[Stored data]

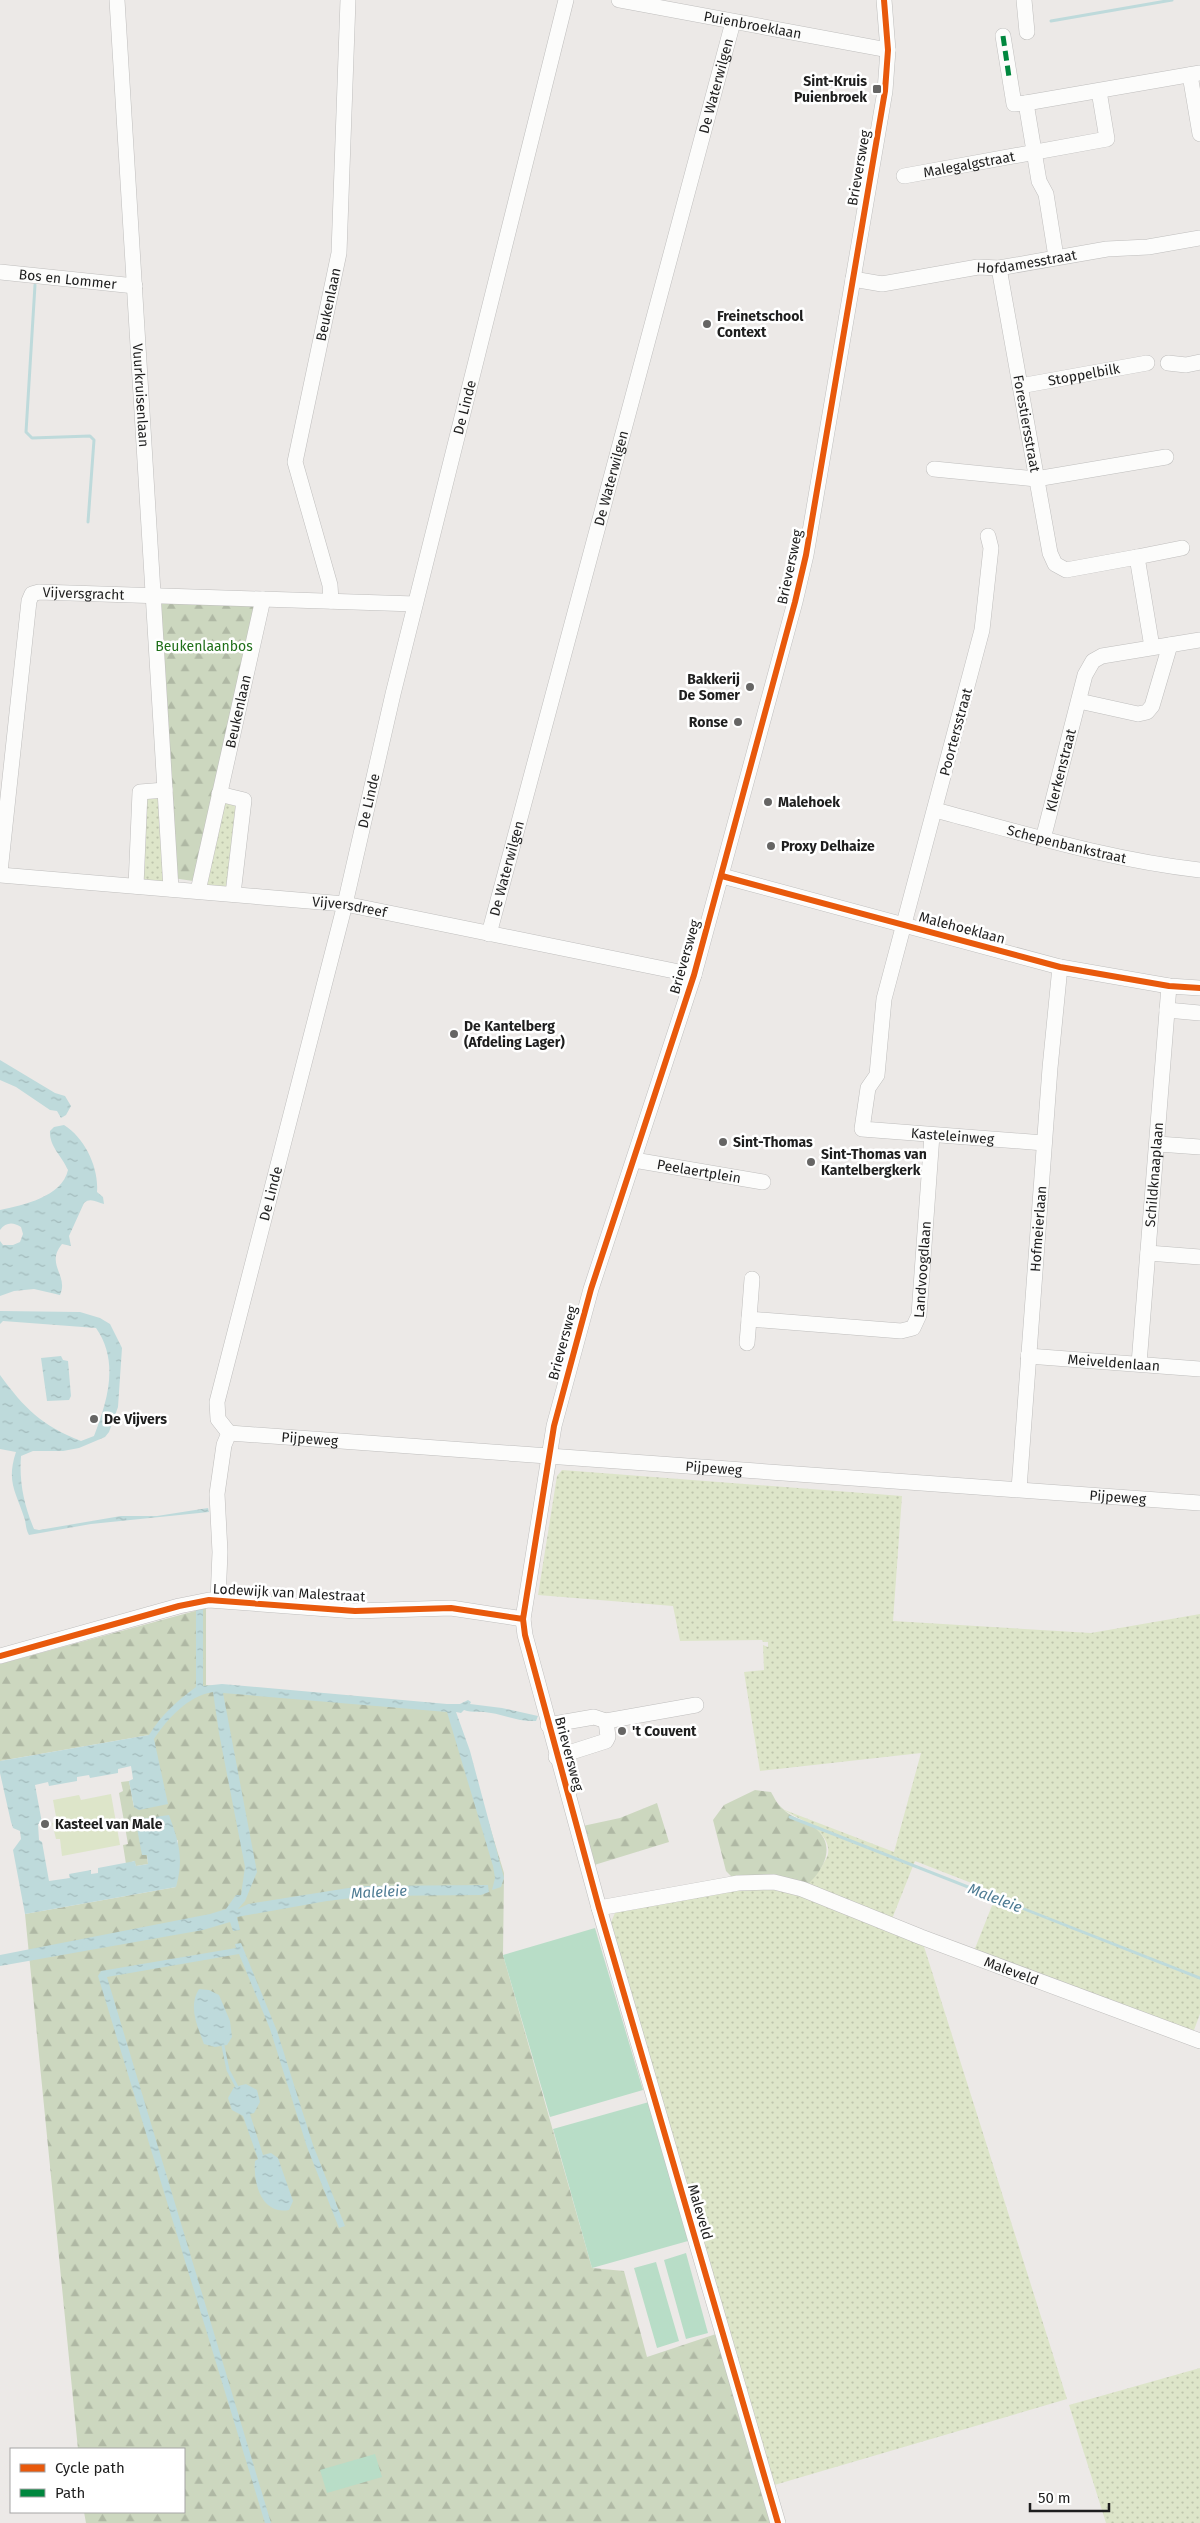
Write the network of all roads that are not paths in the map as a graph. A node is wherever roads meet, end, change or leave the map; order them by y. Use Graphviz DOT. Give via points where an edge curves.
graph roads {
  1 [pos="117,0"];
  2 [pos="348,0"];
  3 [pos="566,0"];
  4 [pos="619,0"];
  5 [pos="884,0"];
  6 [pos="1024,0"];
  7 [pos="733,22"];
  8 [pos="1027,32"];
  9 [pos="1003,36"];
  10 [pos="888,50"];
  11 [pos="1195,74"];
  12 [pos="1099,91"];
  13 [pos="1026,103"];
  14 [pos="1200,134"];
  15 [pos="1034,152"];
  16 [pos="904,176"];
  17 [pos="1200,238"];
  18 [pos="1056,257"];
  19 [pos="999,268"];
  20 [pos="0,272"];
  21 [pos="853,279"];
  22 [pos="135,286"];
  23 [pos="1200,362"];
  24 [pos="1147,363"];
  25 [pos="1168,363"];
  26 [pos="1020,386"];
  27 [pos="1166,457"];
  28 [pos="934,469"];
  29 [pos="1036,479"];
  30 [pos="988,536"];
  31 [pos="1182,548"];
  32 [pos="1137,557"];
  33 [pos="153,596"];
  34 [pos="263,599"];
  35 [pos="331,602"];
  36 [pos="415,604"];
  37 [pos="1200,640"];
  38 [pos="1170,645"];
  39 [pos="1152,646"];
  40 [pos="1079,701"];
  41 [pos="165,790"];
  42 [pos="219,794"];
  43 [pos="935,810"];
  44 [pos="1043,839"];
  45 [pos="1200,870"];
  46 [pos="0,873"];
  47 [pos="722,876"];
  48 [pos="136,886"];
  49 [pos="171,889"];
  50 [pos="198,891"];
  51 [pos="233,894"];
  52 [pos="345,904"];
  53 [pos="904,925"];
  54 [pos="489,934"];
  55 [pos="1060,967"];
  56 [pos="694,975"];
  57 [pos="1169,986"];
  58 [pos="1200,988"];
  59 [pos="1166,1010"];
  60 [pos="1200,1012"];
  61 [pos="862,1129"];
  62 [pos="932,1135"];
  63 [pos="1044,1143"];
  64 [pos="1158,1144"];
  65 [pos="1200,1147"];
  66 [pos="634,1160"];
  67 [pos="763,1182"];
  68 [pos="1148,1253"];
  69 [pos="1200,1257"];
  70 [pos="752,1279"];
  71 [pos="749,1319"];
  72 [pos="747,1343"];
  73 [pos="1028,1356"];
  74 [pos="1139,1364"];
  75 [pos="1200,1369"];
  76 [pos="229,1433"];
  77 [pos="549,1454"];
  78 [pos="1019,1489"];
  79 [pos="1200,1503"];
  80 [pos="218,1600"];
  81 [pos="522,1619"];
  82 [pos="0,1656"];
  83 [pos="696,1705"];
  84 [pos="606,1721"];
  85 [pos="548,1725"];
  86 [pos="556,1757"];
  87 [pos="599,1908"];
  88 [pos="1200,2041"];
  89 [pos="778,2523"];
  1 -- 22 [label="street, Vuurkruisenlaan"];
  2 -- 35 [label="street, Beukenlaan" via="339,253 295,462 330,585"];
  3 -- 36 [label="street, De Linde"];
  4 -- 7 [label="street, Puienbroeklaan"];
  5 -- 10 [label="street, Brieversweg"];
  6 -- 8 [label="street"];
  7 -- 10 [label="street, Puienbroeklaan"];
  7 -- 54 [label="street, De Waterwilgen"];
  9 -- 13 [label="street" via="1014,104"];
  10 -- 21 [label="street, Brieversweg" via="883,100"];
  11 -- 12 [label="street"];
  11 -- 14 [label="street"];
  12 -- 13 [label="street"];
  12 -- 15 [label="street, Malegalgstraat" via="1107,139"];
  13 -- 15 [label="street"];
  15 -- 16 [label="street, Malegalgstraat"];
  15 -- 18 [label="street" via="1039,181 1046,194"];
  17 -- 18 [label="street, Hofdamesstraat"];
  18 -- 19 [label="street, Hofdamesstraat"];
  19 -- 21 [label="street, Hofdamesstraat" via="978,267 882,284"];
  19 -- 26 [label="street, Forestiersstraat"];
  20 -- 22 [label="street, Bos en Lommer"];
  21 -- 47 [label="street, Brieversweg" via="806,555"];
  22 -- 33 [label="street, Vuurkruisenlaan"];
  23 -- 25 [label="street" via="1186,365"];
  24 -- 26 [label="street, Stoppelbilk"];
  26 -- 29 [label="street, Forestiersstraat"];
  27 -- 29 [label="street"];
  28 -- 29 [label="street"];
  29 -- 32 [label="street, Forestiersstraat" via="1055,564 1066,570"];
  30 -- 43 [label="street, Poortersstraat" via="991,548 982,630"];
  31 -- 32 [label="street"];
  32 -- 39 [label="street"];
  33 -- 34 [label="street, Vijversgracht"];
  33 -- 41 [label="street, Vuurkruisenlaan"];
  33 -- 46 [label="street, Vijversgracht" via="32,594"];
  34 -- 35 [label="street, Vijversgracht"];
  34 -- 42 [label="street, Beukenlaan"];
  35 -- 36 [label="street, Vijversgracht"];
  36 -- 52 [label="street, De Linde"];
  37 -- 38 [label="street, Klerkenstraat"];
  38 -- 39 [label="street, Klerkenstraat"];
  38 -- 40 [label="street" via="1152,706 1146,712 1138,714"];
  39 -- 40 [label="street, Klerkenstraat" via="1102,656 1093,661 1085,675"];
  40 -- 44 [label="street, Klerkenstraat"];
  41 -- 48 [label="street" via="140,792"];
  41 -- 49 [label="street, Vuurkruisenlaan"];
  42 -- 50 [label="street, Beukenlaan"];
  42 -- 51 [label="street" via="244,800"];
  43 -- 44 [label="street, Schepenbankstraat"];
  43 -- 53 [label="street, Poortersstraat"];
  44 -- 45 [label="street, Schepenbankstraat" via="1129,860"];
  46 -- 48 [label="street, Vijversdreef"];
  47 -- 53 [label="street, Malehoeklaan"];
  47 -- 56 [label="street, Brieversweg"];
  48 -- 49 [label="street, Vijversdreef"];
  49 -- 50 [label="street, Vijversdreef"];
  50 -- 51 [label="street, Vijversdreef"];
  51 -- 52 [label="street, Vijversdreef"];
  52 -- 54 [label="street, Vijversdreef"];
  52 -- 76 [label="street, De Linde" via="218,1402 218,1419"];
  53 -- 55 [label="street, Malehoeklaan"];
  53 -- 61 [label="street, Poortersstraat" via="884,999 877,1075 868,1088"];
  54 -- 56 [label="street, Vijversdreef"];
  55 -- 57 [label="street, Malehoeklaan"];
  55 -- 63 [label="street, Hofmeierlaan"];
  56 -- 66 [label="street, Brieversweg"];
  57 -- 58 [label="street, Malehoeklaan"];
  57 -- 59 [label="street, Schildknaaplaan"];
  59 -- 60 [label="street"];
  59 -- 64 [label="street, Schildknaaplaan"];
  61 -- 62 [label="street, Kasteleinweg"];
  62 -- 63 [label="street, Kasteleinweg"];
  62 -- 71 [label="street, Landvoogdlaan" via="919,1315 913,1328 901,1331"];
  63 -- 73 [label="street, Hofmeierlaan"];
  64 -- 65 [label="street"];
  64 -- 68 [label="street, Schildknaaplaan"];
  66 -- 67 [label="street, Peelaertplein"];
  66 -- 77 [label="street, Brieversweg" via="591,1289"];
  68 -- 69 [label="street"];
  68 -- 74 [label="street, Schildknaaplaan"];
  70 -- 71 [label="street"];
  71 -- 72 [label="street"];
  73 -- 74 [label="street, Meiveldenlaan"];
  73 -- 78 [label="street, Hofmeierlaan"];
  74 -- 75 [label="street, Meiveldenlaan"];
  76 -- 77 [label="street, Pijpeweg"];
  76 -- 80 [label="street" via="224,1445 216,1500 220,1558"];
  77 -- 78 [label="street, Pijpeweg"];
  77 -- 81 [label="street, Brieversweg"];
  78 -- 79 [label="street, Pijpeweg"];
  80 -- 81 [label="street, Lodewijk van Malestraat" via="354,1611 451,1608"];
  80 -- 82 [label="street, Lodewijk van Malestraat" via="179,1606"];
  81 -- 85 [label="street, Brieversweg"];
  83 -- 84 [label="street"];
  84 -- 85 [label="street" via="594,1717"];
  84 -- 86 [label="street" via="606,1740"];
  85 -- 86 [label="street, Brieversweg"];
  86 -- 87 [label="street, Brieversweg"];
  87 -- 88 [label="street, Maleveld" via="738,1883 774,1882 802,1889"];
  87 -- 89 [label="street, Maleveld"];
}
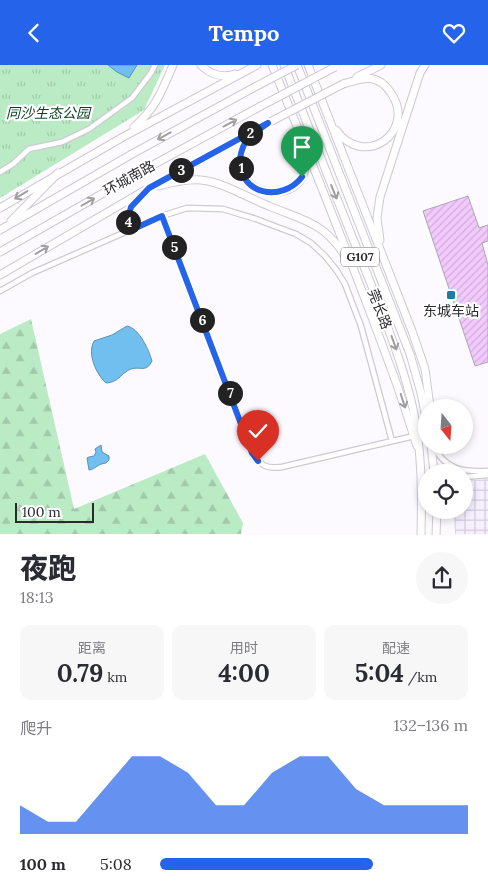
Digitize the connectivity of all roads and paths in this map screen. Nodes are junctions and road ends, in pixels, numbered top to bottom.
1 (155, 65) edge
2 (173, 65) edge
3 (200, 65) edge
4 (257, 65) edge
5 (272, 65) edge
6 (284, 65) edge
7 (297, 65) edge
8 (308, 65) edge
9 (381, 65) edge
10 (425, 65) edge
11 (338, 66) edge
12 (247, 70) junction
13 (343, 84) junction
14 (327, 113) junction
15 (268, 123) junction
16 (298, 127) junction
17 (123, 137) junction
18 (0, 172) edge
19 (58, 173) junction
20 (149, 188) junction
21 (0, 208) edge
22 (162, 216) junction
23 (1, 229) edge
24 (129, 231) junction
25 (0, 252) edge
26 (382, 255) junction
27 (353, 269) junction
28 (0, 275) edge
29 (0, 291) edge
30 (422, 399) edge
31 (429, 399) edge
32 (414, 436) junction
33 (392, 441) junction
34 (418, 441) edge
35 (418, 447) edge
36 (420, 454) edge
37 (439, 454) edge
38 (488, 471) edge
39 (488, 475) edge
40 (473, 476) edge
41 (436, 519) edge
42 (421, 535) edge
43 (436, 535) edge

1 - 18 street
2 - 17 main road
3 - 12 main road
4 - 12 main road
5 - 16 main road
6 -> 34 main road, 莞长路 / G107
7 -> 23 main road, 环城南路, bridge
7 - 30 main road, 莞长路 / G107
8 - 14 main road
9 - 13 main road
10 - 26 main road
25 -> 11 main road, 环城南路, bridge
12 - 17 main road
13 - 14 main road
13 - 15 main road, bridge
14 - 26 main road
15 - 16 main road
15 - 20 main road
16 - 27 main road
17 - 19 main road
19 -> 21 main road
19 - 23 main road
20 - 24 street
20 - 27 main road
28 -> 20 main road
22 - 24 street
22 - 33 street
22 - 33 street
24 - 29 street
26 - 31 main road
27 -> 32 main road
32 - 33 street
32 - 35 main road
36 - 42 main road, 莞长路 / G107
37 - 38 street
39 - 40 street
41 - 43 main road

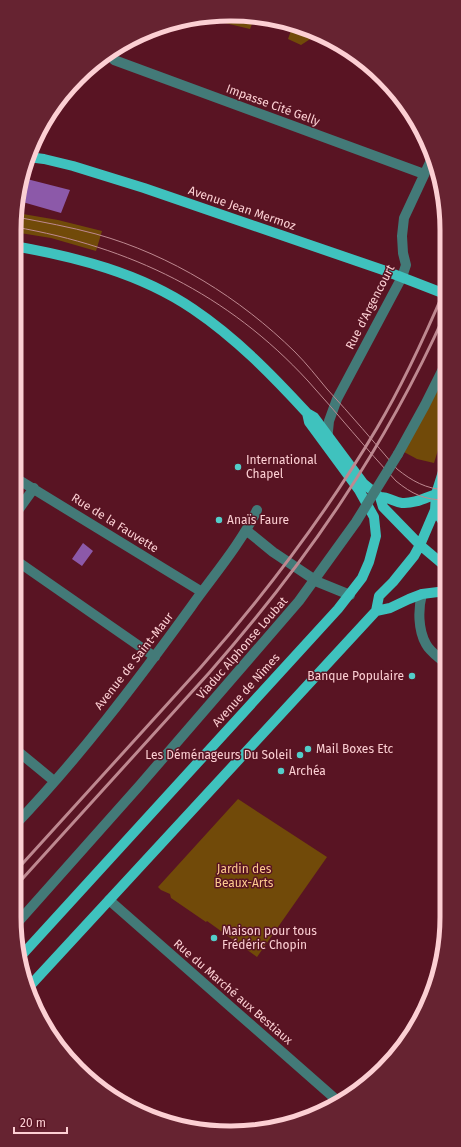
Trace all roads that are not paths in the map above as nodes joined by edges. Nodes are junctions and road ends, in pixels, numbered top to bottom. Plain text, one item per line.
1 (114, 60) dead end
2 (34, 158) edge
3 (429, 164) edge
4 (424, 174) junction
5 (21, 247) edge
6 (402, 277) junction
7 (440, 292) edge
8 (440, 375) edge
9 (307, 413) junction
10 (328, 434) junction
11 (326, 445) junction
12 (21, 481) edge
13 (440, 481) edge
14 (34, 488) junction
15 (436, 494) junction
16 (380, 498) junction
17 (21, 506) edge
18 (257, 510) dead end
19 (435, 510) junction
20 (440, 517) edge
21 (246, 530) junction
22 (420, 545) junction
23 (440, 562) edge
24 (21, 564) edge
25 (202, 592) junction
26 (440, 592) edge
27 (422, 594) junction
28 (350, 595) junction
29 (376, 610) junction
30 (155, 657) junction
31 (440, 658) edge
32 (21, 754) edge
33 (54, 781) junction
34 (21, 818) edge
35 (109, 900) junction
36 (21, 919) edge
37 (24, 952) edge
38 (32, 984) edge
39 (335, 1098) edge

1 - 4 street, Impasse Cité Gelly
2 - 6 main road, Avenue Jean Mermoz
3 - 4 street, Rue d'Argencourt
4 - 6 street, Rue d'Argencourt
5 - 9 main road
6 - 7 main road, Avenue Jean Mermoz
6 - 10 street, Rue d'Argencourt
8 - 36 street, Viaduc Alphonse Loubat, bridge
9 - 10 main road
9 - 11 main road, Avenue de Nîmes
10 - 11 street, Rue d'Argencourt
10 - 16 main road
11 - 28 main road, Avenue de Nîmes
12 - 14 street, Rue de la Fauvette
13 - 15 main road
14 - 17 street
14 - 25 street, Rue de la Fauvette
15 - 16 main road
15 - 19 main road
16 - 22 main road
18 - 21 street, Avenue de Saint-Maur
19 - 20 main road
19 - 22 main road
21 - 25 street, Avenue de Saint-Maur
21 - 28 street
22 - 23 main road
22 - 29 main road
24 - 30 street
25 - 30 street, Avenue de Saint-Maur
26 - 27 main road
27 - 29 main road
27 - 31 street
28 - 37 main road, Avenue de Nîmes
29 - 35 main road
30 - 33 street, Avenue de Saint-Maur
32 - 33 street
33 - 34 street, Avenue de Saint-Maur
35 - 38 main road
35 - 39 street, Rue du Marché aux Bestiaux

▶ **Exercise details**
Go through the entries above and copy each line with "Argencourt" in it.

▶ **Response area**
3 - 4 street, Rue d'Argencourt
4 - 6 street, Rue d'Argencourt
6 - 10 street, Rue d'Argencourt
10 - 11 street, Rue d'Argencourt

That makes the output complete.